Member management lives on the Members page.
  • Owners can invite Members and Admins, change any non-owner’s role, and remove any non-owner member.
  • Admins can invite Members and act on existing Members. They cannot grant the Admin role, change an Admin’s role, or remove a member — those are owner-only.
  • No one can change or remove an Owner through the UI. A user can own only one organization at a time.

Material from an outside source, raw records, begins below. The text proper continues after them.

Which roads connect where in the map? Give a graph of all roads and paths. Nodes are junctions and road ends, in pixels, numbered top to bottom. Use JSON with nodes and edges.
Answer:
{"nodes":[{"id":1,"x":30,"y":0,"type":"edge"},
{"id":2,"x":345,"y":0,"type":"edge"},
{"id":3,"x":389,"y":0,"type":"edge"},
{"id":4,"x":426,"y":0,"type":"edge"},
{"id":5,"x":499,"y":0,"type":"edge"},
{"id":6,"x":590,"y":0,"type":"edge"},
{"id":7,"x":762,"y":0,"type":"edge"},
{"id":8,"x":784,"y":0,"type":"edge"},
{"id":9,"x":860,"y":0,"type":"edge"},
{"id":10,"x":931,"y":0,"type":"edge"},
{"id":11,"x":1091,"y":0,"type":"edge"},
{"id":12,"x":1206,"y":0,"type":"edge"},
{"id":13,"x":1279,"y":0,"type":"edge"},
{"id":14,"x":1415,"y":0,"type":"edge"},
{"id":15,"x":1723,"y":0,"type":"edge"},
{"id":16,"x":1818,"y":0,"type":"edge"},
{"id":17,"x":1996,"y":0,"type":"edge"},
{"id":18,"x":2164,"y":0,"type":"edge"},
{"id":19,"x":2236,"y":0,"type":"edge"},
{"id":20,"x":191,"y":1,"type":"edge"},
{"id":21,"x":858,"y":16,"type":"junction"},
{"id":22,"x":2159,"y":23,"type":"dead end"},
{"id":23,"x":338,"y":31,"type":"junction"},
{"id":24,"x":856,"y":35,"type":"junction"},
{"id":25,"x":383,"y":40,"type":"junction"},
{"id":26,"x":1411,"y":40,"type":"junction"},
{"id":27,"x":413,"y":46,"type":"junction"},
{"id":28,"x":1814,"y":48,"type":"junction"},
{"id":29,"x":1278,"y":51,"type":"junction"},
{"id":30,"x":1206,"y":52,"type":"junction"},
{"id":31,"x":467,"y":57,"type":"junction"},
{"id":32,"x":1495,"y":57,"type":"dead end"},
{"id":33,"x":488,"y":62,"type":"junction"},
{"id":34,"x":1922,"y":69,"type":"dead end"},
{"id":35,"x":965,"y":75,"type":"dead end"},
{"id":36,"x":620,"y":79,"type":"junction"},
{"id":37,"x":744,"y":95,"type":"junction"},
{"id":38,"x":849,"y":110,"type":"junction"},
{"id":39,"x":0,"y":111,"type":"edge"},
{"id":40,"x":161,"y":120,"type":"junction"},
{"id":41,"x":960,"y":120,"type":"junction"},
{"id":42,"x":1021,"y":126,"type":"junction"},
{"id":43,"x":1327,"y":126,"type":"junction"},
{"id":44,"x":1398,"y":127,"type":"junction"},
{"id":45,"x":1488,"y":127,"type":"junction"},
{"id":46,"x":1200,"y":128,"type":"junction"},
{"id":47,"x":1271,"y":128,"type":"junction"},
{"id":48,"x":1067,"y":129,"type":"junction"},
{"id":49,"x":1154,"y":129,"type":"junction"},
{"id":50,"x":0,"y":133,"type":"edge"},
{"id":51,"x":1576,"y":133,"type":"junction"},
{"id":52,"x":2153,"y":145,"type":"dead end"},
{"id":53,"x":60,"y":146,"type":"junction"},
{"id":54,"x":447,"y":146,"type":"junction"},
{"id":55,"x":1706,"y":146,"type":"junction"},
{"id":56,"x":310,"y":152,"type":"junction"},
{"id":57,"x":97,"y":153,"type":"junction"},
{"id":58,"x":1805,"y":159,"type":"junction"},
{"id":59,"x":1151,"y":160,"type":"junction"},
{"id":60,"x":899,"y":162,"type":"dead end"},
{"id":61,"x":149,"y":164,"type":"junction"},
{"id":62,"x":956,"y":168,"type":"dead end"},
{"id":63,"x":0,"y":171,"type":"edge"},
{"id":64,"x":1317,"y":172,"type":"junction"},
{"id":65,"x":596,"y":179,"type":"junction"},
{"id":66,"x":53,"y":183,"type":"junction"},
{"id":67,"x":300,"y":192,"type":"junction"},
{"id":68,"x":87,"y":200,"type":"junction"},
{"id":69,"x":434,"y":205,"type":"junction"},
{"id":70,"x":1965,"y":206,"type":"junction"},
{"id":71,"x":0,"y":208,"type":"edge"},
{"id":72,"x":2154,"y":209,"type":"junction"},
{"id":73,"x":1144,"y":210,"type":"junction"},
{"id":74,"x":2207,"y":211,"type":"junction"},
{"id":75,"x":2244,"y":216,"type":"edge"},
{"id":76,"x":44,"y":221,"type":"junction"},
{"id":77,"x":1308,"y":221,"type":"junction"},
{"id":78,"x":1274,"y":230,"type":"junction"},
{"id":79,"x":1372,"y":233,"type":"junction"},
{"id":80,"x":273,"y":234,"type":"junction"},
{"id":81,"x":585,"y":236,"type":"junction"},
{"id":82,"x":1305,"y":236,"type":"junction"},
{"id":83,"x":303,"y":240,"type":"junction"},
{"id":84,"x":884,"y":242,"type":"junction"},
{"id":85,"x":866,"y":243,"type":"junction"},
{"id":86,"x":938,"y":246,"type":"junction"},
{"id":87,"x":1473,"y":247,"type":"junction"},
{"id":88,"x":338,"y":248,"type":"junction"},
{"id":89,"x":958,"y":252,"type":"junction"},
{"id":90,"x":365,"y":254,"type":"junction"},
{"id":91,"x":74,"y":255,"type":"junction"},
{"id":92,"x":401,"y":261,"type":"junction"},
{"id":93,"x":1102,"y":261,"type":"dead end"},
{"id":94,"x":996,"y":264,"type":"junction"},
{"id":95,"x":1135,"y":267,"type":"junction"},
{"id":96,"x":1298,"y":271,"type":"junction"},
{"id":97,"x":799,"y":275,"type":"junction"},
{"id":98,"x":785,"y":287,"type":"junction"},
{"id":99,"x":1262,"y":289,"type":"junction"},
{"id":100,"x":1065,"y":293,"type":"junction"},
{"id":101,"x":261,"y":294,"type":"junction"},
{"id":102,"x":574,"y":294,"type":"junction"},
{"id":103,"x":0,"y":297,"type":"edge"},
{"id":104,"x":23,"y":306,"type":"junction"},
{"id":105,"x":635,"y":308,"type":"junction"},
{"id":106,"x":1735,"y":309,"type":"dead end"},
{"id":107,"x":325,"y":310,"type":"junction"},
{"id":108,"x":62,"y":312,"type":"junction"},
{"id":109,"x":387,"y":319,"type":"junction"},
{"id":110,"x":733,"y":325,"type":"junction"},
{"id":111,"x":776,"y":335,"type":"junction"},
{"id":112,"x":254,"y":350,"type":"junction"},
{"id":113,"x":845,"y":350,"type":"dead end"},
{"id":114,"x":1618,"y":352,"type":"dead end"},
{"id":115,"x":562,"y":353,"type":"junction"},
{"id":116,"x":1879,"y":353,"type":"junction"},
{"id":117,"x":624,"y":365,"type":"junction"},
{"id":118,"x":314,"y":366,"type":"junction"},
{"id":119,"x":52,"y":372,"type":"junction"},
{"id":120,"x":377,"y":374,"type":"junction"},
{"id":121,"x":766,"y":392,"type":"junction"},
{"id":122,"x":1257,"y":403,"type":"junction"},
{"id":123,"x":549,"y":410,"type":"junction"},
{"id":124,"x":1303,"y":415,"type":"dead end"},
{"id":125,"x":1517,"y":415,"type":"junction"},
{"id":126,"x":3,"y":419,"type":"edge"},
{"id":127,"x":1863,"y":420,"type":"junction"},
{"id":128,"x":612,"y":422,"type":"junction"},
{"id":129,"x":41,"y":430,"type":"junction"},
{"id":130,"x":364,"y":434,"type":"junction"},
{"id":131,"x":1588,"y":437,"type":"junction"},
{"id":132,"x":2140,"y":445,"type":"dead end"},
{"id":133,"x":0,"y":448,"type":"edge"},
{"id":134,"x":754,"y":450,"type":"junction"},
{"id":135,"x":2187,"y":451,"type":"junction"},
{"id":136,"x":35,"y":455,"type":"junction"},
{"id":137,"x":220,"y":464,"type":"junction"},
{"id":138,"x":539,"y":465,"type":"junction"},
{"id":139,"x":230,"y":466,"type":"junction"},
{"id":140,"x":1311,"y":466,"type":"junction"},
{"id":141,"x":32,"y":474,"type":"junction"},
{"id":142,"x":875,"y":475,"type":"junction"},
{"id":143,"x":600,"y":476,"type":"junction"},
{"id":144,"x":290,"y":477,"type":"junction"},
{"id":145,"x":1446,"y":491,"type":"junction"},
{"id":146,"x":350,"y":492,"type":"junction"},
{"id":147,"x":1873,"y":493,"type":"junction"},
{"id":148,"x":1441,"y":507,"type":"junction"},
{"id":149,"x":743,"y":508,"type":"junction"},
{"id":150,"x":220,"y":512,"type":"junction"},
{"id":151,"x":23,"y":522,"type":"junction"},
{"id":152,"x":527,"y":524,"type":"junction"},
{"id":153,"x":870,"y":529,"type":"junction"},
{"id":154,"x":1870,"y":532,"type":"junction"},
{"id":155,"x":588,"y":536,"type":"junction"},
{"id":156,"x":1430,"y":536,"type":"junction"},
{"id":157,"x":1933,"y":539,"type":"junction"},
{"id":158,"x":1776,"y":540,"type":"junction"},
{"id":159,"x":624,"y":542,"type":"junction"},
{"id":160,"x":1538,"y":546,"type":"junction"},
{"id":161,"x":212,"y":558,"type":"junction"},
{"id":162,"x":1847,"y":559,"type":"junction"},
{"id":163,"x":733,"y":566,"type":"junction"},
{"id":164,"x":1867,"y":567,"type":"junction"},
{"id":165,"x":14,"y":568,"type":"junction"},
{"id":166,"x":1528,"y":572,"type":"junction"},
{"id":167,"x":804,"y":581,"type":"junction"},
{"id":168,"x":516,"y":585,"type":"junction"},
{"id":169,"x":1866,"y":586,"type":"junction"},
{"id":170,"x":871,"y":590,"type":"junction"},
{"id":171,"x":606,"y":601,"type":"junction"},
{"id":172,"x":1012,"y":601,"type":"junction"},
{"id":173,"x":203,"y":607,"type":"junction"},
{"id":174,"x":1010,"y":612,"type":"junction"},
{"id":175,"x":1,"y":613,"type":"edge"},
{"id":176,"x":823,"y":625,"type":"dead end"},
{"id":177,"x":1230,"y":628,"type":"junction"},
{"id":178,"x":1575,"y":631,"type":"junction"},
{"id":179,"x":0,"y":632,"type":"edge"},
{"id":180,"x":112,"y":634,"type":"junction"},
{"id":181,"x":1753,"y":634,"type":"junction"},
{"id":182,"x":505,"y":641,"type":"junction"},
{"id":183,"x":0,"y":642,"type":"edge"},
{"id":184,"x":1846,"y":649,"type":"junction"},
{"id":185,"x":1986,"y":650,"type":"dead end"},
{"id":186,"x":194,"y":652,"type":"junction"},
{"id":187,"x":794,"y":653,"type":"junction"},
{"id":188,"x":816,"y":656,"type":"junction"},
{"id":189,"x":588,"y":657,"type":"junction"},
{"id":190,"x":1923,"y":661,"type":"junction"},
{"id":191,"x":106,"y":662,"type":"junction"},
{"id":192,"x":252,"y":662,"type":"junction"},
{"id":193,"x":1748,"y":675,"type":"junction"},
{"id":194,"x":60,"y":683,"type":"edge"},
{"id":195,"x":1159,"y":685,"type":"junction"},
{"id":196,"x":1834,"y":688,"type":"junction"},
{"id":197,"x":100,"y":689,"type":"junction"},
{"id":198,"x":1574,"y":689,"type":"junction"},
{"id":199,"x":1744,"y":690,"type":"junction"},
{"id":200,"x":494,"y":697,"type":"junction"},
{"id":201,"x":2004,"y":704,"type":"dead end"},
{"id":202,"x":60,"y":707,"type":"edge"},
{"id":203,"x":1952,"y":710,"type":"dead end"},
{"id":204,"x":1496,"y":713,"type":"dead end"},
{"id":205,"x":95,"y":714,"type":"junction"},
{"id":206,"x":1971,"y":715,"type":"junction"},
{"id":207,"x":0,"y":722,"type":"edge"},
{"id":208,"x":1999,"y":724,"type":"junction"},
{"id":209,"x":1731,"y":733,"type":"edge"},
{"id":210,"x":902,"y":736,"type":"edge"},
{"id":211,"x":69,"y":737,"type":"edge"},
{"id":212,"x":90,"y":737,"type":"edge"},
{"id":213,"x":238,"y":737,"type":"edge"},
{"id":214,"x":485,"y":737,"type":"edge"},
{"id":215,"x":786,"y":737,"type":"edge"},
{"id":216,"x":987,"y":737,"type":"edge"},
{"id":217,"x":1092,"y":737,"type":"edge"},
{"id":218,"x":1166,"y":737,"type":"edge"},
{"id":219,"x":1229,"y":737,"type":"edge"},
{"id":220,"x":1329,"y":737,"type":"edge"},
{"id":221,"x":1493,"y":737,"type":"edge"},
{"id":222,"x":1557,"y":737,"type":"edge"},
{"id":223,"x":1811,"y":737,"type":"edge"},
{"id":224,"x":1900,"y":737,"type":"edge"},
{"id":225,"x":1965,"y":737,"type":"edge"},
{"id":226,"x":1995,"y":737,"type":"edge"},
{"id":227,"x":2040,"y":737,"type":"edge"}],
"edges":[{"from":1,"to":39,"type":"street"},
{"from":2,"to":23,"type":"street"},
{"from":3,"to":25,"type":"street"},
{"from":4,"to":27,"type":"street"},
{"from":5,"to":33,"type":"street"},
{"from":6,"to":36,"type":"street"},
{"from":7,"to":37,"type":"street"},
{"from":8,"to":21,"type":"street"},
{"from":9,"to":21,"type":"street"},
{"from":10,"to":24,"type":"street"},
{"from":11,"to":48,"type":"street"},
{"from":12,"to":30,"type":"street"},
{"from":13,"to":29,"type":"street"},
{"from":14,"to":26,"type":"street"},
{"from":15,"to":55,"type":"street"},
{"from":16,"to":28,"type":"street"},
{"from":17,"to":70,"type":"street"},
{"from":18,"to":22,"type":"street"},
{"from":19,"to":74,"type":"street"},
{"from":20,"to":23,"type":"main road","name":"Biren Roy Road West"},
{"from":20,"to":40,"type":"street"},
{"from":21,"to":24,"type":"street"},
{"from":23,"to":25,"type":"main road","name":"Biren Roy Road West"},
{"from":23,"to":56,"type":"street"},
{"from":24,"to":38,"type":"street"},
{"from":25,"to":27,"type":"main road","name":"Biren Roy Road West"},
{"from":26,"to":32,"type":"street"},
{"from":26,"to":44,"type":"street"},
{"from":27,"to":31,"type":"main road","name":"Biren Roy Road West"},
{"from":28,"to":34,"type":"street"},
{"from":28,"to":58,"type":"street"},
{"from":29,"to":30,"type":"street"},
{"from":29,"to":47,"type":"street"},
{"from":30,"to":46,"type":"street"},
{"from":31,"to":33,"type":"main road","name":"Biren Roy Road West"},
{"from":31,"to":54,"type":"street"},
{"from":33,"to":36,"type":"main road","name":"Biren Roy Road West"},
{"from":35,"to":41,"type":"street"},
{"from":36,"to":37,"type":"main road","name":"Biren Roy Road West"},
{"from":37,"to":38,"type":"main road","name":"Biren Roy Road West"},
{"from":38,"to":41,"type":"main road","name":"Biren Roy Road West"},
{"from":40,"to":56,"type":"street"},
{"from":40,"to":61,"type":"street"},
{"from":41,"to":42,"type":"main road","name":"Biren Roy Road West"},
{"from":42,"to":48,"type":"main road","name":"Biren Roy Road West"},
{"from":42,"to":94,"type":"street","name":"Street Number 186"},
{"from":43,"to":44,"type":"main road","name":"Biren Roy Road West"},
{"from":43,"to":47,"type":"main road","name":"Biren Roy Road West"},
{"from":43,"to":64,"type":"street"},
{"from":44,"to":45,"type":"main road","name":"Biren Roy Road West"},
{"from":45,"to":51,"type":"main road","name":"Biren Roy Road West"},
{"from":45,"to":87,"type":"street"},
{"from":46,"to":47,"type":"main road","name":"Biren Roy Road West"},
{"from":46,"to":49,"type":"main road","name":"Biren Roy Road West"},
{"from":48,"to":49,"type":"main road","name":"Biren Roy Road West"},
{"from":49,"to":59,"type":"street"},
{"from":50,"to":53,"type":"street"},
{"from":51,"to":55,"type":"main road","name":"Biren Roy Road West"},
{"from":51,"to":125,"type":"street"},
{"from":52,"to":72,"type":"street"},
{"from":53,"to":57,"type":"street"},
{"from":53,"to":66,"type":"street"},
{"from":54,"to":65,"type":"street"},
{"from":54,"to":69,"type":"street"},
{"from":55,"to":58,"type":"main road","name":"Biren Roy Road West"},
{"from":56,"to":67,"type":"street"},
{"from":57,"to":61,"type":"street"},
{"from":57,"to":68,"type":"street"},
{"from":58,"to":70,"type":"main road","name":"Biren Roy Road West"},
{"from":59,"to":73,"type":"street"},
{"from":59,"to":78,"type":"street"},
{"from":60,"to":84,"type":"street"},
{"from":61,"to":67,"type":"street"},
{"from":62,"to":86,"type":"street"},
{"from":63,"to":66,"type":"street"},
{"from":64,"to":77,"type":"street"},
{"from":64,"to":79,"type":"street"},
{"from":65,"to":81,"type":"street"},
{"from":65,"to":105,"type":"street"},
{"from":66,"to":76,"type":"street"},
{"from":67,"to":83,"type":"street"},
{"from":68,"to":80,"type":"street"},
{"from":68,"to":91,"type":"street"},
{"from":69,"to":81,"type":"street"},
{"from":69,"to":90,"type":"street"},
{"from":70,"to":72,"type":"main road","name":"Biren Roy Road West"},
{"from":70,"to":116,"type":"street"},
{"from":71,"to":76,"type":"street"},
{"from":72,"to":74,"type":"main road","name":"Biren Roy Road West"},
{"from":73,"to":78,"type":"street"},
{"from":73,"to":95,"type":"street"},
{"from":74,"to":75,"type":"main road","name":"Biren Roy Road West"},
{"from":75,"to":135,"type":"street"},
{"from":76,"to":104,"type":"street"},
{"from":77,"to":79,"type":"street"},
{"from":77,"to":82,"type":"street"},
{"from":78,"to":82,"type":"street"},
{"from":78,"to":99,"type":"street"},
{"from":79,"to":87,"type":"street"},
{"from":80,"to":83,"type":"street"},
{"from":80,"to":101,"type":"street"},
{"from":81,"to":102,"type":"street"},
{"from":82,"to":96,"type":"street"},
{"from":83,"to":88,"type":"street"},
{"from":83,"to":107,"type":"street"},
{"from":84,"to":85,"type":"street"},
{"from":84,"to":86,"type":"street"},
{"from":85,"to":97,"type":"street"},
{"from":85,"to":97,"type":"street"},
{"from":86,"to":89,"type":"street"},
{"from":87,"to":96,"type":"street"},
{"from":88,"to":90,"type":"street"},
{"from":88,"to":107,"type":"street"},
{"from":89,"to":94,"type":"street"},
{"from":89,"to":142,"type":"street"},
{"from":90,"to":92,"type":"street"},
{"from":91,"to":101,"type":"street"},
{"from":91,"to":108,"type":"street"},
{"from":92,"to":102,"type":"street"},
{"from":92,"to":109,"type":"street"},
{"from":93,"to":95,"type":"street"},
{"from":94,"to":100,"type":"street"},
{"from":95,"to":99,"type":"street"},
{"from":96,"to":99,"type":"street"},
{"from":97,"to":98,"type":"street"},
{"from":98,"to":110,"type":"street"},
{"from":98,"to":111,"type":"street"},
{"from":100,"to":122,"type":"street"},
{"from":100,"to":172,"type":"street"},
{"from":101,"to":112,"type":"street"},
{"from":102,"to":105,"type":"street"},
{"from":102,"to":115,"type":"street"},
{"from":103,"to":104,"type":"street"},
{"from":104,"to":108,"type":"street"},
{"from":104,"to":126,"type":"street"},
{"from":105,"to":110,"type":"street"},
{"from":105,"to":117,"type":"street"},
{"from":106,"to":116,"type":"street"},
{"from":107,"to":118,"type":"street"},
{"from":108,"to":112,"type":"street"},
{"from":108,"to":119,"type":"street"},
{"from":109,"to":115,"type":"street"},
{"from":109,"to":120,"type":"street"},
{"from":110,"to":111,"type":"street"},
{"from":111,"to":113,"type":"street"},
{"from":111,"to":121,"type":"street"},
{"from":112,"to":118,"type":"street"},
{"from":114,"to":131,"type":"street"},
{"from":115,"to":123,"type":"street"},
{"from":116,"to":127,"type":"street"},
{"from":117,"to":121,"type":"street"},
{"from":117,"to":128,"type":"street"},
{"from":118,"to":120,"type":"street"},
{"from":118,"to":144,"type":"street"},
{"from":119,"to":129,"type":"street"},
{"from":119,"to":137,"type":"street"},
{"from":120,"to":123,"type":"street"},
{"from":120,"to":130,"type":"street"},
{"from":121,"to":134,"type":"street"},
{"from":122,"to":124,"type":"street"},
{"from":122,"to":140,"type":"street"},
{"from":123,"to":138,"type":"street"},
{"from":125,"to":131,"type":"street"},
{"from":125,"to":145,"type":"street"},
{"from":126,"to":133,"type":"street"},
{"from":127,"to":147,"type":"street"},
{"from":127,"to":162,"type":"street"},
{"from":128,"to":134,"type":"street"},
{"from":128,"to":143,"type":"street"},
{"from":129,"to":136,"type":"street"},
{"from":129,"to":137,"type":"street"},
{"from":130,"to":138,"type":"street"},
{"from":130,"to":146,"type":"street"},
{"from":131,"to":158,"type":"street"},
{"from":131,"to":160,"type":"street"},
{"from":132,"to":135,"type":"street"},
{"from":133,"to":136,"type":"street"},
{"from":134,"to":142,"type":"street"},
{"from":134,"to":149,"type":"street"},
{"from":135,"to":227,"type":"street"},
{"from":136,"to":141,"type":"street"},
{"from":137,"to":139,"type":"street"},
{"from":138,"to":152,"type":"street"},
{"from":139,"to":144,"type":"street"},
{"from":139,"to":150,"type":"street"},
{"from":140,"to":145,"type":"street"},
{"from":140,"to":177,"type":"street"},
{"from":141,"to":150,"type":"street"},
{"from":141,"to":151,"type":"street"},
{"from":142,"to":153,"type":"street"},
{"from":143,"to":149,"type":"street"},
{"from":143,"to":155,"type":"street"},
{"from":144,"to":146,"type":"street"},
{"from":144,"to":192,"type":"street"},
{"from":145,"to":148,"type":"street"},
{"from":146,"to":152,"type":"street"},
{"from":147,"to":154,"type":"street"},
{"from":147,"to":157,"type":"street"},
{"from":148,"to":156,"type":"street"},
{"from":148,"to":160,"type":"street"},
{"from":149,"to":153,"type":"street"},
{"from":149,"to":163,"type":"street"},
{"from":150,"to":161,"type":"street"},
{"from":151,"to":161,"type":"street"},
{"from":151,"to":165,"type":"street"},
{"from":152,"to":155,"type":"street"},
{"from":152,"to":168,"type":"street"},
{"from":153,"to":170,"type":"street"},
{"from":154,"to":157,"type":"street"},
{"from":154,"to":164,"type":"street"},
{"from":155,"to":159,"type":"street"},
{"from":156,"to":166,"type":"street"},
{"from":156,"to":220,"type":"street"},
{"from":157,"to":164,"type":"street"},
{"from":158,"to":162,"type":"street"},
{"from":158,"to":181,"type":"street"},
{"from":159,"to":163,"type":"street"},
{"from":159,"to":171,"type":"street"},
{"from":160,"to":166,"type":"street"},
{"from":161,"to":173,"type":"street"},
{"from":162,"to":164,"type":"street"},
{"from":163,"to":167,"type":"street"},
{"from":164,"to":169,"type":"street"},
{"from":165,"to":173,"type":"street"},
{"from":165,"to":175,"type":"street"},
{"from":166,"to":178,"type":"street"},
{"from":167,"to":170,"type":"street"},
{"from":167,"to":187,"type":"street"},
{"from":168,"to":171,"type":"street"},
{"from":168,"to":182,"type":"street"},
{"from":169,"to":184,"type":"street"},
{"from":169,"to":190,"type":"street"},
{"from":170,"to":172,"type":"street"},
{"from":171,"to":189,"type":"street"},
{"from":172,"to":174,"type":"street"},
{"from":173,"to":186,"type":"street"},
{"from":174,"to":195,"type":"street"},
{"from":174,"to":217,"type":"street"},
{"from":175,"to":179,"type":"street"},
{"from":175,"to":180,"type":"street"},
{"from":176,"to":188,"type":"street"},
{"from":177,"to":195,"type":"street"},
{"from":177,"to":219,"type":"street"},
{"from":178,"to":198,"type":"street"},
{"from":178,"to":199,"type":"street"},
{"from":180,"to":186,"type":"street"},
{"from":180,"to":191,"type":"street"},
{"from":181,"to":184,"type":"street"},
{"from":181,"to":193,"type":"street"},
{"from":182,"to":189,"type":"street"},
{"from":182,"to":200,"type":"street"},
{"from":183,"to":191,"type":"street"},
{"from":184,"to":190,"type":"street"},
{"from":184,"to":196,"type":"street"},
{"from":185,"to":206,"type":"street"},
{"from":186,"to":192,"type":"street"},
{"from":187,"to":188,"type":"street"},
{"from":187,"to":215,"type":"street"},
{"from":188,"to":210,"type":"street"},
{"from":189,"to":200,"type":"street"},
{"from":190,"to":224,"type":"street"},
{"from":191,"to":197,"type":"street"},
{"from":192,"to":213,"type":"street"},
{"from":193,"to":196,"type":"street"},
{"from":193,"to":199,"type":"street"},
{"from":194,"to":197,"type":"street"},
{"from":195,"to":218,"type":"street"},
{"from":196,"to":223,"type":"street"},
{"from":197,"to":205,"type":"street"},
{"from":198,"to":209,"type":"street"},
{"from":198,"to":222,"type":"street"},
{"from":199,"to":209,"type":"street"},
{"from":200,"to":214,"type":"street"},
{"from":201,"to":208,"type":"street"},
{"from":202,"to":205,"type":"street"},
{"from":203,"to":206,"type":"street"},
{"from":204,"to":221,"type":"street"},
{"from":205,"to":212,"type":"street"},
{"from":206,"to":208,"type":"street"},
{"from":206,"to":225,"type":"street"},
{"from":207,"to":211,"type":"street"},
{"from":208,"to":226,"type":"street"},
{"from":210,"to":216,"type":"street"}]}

The role picker and member actions you see are filtered to what your role allows, so the table above is also exactly what the UI offers you.

How access is enforced

  • People sign in through the browser; your session carries your organization role.
  • Executors authenticate with an organization-scoped API key (prefixed exc_), created in the Connect an executor flow. An API key can only sync executor state — it can’t act as a person or read across organizations.
  • Tenant isolation. Every read and write is scoped to your active organization. A request for data outside it returns nothing rather than leaking another org’s rows.